Channel 4 News’s Iraq inquiry blogger looks back over coverage of the inquuiry during the Christmas break and ahead to evidence this week and later in the year.
Hello hello – a belated happy new year to you (if that happens to be your calendar) and welcome to the reopening of the Iraq inquiry.
If Sir John thought his statement at the end of December’s evidence might put discussion of the Inquiry and its work on hold for a few weeks he was quite wrong.
Before the year was even out there was criticism of the committee’s decision to delay taking evidence from Prime Minister Gordon Brown, Foreign Secretary David Miliband and Development Secretary Douglas Alexander until after the General Election – whenever that may be.
The Chilcot panel explained that in order to keep proceedings impartial, ministers who are still doing the job the inquiry wants to ask them about (remember, its remit stretches right up to July ’09) should wait until then to prevent “hearings being used as a platform for political advantage.” Opposition parties smelled a rat and said as much.
Then, just this past weekend, the former Tory PM Sir John Major – who, it must be said, backed Blair’s decision to go to war in 2003 – let loose: unlike some of its critics he said the Inquiry had already raised big questions about how and why the UK joined the invasion.
In the absence of firm intel on WMD, he said, “the argument that someone is a bad man is an inadequate argument for war and … an inadequate and unacceptable argument for regime change.” Was that using the hearings as a platform for political advantage? You decide.
A fair amount of coverage while we’ve been away, then, and that’s without even mentioning Sunday’s strange tale quoting “impeccable inside sources” who claimed that Prince Charles attempted to prevent the war – no word yet on his being called as a witness…
So: what next? This week we hear from another 14 civil servants, diplomats and soldiers in order Chilcot says “to complete the narrative” of events from 2007-2009. Then we’ll move to a month of evidence from the senior decision-makers themselves – people like Blair, former Attorney General Lord Goldsmith, Alastair Campbell and Clare Short, but also people like the FCO legal adviser who resigned over the legality of the war, Elizabeth Wilmshurst. We should get some new appearance dates soon. I predict that the press room may be a little fuller than it is today for each of those witnesses.

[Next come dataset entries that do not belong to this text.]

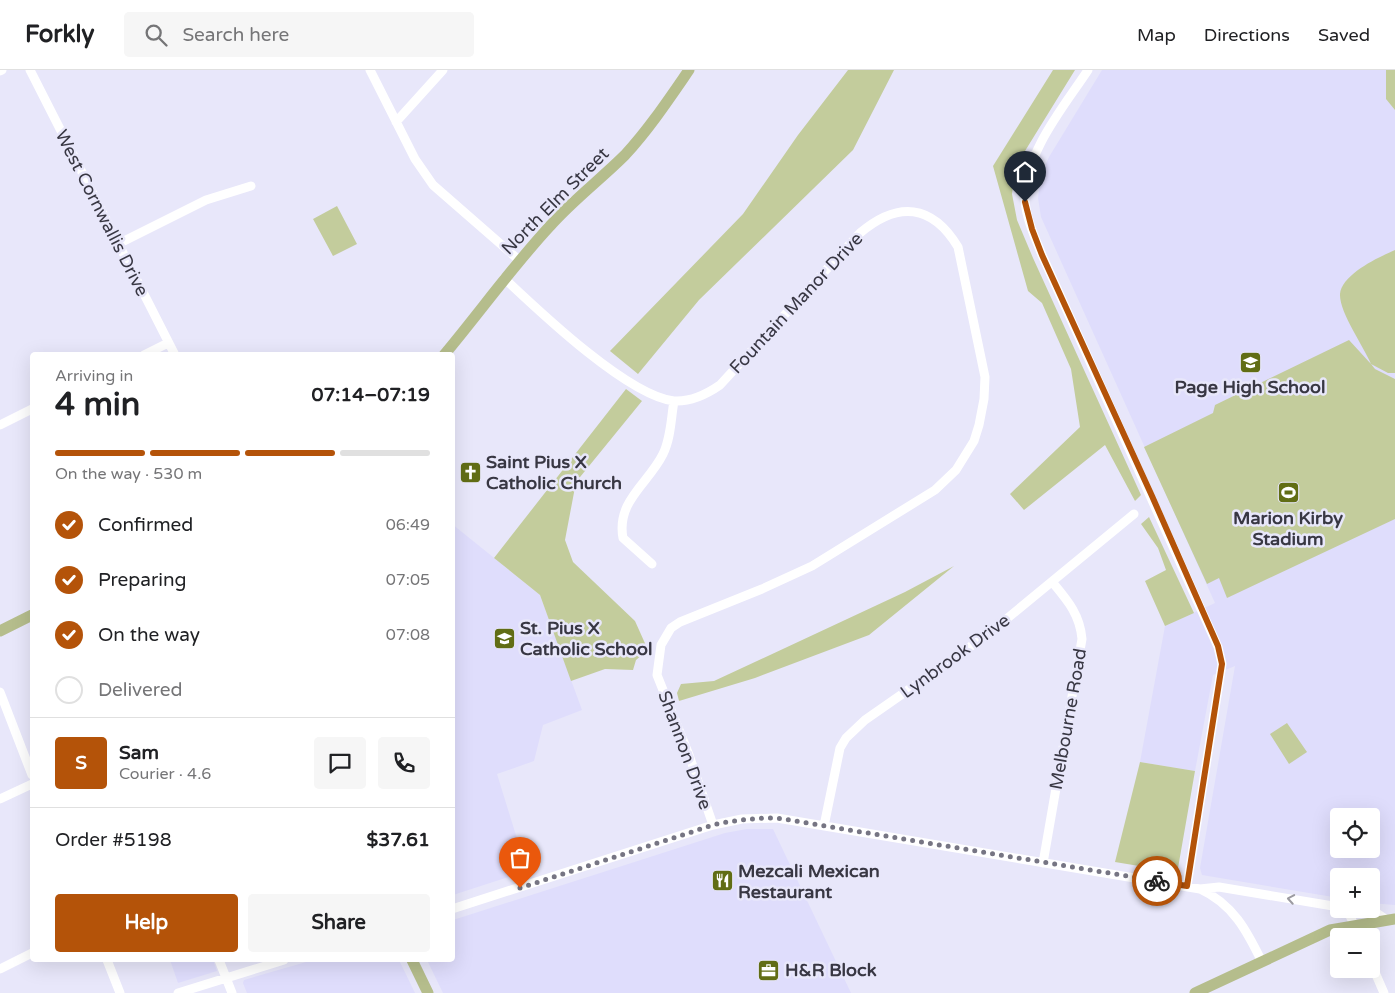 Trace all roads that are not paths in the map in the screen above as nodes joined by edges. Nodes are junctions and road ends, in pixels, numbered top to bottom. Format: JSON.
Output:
{"nodes":[{"id":1,"x":30,"y":70,"type":"edge"},
{"id":2,"x":370,"y":70,"type":"edge"},
{"id":3,"x":443,"y":70,"type":"edge"},
{"id":4,"x":689,"y":70,"type":"edge"},
{"id":5,"x":1088,"y":70,"type":"edge"},
{"id":6,"x":396,"y":122,"type":"junction"},
{"id":7,"x":251,"y":186,"type":"dead end"},
{"id":8,"x":118,"y":244,"type":"junction"},
{"id":9,"x":520,"y":260,"type":"junction"},
{"id":10,"x":504,"y":278,"type":"junction"},
{"id":11,"x":168,"y":343,"type":"junction"},
{"id":12,"x":150,"y":352,"type":"edge"},
{"id":13,"x":173,"y":352,"type":"edge"},
{"id":14,"x":447,"y":352,"type":"edge"},
{"id":15,"x":674,"y":401,"type":"junction"},
{"id":16,"x":30,"y":410,"type":"edge"},
{"id":17,"x":0,"y":425,"type":"edge"},
{"id":18,"x":1134,"y":514,"type":"dead end"},
{"id":19,"x":652,"y":564,"type":"dead end"},
{"id":20,"x":1053,"y":583,"type":"junction"},
{"id":21,"x":30,"y":616,"type":"edge"},
{"id":22,"x":0,"y":631,"type":"edge"},
{"id":23,"x":657,"y":675,"type":"joint"},
{"id":24,"x":0,"y":692,"type":"edge"},
{"id":25,"x":30,"y":770,"type":"edge"},
{"id":26,"x":30,"y":785,"type":"edge"},
{"id":27,"x":0,"y":800,"type":"edge"},
{"id":28,"x":713,"y":825,"type":"junction"},
{"id":29,"x":824,"y":826,"type":"junction"},
{"id":30,"x":1043,"y":863,"type":"junction"},
{"id":31,"x":1187,"y":886,"type":"junction"},
{"id":32,"x":1200,"y":889,"type":"junction"},
{"id":33,"x":1330,"y":906,"type":"edge"},
{"id":34,"x":455,"y":908,"type":"edge"},
{"id":35,"x":1351,"y":918,"type":"edge"},
{"id":36,"x":1391,"y":919,"type":"edge"},
{"id":37,"x":1354,"y":924,"type":"junction"},
{"id":38,"x":1356,"y":928,"type":"edge"},
{"id":39,"x":30,"y":954,"type":"edge"},
{"id":40,"x":108,"y":962,"type":"edge"},
{"id":41,"x":220,"y":962,"type":"edge"},
{"id":42,"x":277,"y":962,"type":"edge"},
{"id":43,"x":413,"y":962,"type":"edge"},
{"id":44,"x":1262,"y":962,"type":"junction"},
{"id":45,"x":0,"y":969,"type":"edge"},
{"id":46,"x":225,"y":978,"type":"junction"},
{"id":47,"x":1378,"y":978,"type":"edge"},
{"id":48,"x":120,"y":993,"type":"edge"},
{"id":49,"x":178,"y":993,"type":"edge"},
{"id":50,"x":232,"y":993,"type":"edge"},
{"id":51,"x":428,"y":993,"type":"edge"},
{"id":52,"x":1195,"y":993,"type":"edge"},
{"id":53,"x":1384,"y":993,"type":"edge"}],
"edges":[{"from":1,"to":8,"type":"street","name":"West Cornwallis Drive"},
{"from":2,"to":6,"type":"street"},
{"from":3,"to":6,"type":"street"},
{"from":4,"to":9,"type":"main road","name":"North Elm Street"},
{"from":5,"to":31,"type":"street"},
{"from":6,"to":9,"type":"street"},
{"from":7,"to":8,"type":"street"},
{"from":8,"to":11,"type":"street","name":"West Cornwallis Drive"},
{"from":9,"to":10,"type":"main road","name":"North Elm Street"},
{"from":10,"to":14,"type":"main road","name":"North Elm Street"},
{"from":10,"to":15,"type":"street","name":"Fountain Manor Drive"},
{"from":11,"to":12,"type":"street"},
{"from":11,"to":13,"type":"street","name":"West Cornwallis Drive"},
{"from":15,"to":19,"type":"street"},
{"from":15,"to":23,"type":"street","name":"Fountain Manor Drive"},
{"from":16,"to":17,"type":"street"},
{"from":18,"to":20,"type":"street","name":"Lynbrook Drive"},
{"from":20,"to":29,"type":"street","name":"Lynbrook Drive"},
{"from":20,"to":30,"type":"street","name":"Melbourne Road"},
{"from":21,"to":22,"type":"main road"},
{"from":23,"to":28,"type":"street","name":"Shannon Drive"},
{"from":24,"to":25,"type":"street"},
{"from":26,"to":27,"type":"street"},
{"from":28,"to":29,"type":"street"},
{"from":28,"to":34,"type":"street"},
{"from":29,"to":30,"type":"street"},
{"from":30,"to":31,"type":"street"},
{"from":31,"to":32,"type":"street"},
{"from":33,"to":32,"type":"street","one_way":true},
{"from":32,"to":44,"type":"street"},
{"from":35,"to":37,"type":"street"},
{"from":36,"to":37,"type":"main road"},
{"from":37,"to":38,"type":"street"},
{"from":37,"to":44,"type":"main road"},
{"from":39,"to":45,"type":"street"},
{"from":40,"to":48,"type":"street"},
{"from":41,"to":46,"type":"street"},
{"from":42,"to":46,"type":"street"},
{"from":43,"to":51,"type":"main road"},
{"from":44,"to":52,"type":"main road"},
{"from":46,"to":49,"type":"street"},
{"from":46,"to":50,"type":"street"},
{"from":47,"to":53,"type":"street"}]} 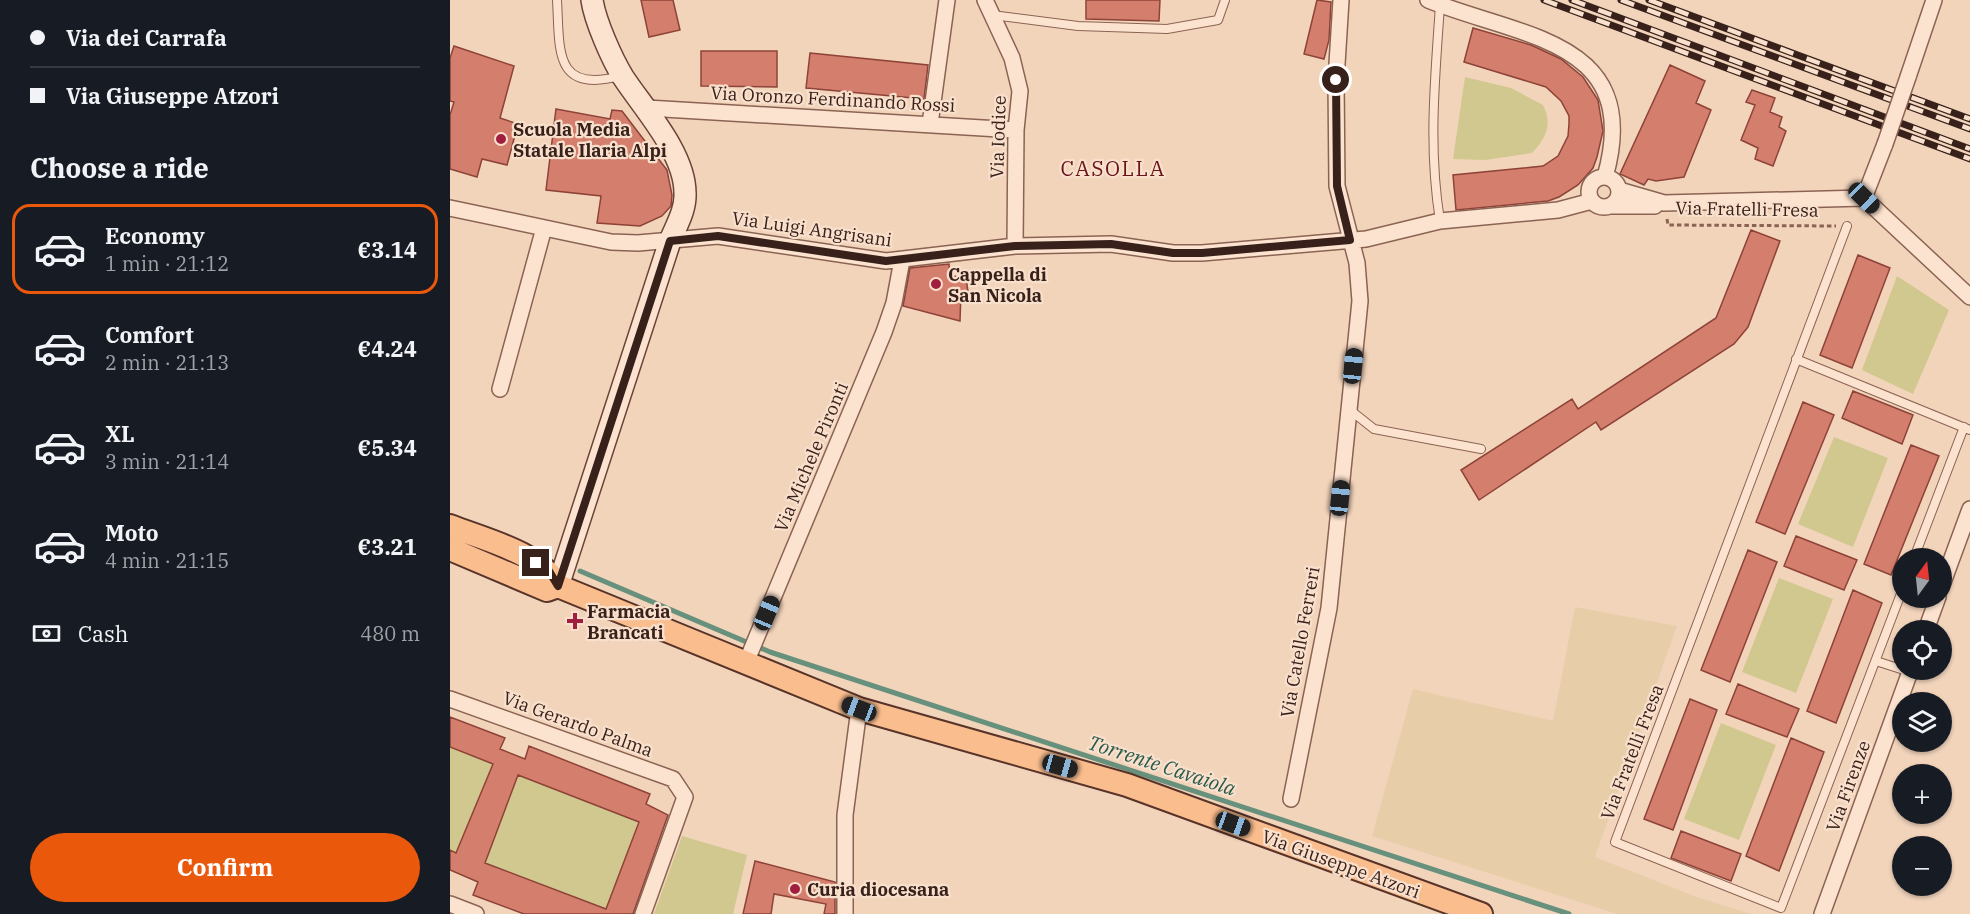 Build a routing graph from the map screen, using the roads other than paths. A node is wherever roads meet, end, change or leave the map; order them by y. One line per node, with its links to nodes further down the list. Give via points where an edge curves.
1 (556, 0): 10 (lane, via 560,50 567,70 583,80)
2 (947, 0): 12 (street)
3 (985, 0): 9 (street, Via Iodice)
4 (1225, 0): 9 (lane, via 1218,20 1167,29 1078,26)
5 (1341, 0): 24 (street, Via Catello Ferreri, via 1336,80 1337,186)
6 (1934, 0): 16 (street, bridge)
7 (589, 2): 10 (main road)
8 (1434, 3): 14 (street, via 1559,45 1581,59 1610,99 1614,145); 21 (lane, via 1431,136)
9 (992, 15): 13 (street, Via Iodice, via 1012,58 1020,91)
10 (622, 75): 11 (main road)
11 (647, 108): 12 (street, Via Oronzo Ferdinando Rossi); 25 (main road, via 680,166 684,181 684,209)
12 (930, 124): 13 (street, Via Oronzo Ferdinando Rossi)
13 (1017, 130): 26 (street, Via Iodice)
14 (1605, 177): 15 (street, via 1614,181); 17 (street, via 1592,182)
15 (1619, 190): 18 (street); 19 (street, via 1617,200)
16 (1864, 198): 18 (street); 28 (street)
17 (1592, 201): 19 (street, via 1600,207); 21 (street, Via Luigi Angrisani, via 1558,210)
18 (1664, 203): 19 (street, via 1643,208)
19 (1610, 206)
20 (450, 208): 23 (street, Via Luigi Angrisani)
21 (1440, 221): 24 (street, Via Luigi Angrisani, via 1401,233)
22 (1847, 226): 29 (lane, Via Fratelli Fresa)
23 (544, 228): 25 (street, Via Luigi Angrisani, via 611,242); 30 (street)
24 (1350, 240): 26 (street, Via Luigi Angrisani, via 1202,253 1111,244); 31 (street, Via Catello Ferreri, via 1357,263 1360,301)
25 (670, 241): 27 (street, Via Luigi Angrisani, via 718,236 886,261); 39 (main road)
26 (1015, 246): 27 (street, Via Luigi Angrisani)
27 (902, 260): 41 (street, Via Michele Pironti, via 884,332)
28 (1970, 297)
29 (1796, 359): 32 (lane); 42 (lane, Via Fratelli Fresa, via 1615,842 1781,908)
30 (500, 389)
31 (1349, 409): 33 (lane, via 1374,429); 47 (street, Via Catello Ferreri, via 1329,608)
32 (1967, 428): 36 (lane)
33 (1481, 449)
34 (1970, 509): 38 (street)
35 (450, 526): 39 (main road, Via Giuseppe Atzori, via 522,555 549,571)
36 (1918, 548)
37 (450, 549): 39 (main road, Via Giuseppe Atzori, via 547,590)
38 (1952, 558)
39 (558, 586): 41 (main road, Via Giuseppe Atzori)
40 (1896, 608): 42 (lane, Via Fratelli Fresa)
41 (747, 659): 46 (main road, Via Giuseppe Atzori)
42 (1876, 661): 43 (lane)
43 (1892, 666)
44 (1904, 680): 53 (street, Via Firenze)
45 (450, 699): 50 (street, Via Gerardo Palma, via 673,779 685,797)
46 (859, 709): 51 (street, via 845,815); 52 (main road, Via Giuseppe Atzori, via 1126,785)
47 (1291, 799)
48 (450, 904): 49 (street)
49 (476, 914)
50 (642, 914)
51 (844, 914)
52 (1481, 914)
53 (1822, 914)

Today’s witnesses in brief, as the evidence approaches the end of the UK’s role in Iraq in mid-2009. Sir William Patey was UK ambassador to Iraq 2005-06. General Sir Nicholas Houghton was the senior British military representative in Iraq 2005-06 and Chief of Joint Operations 2006-09. Vice Admiral Charles Style was Deputy Chief of the Defence Staff (Commitments) 2006-07. In the afternoon we hear from Simon McDonald, who’s listed as Prime Minister’s Foreign Policy Adviser and Head of the Foreign and Defence Policy Secretariat 2006-09.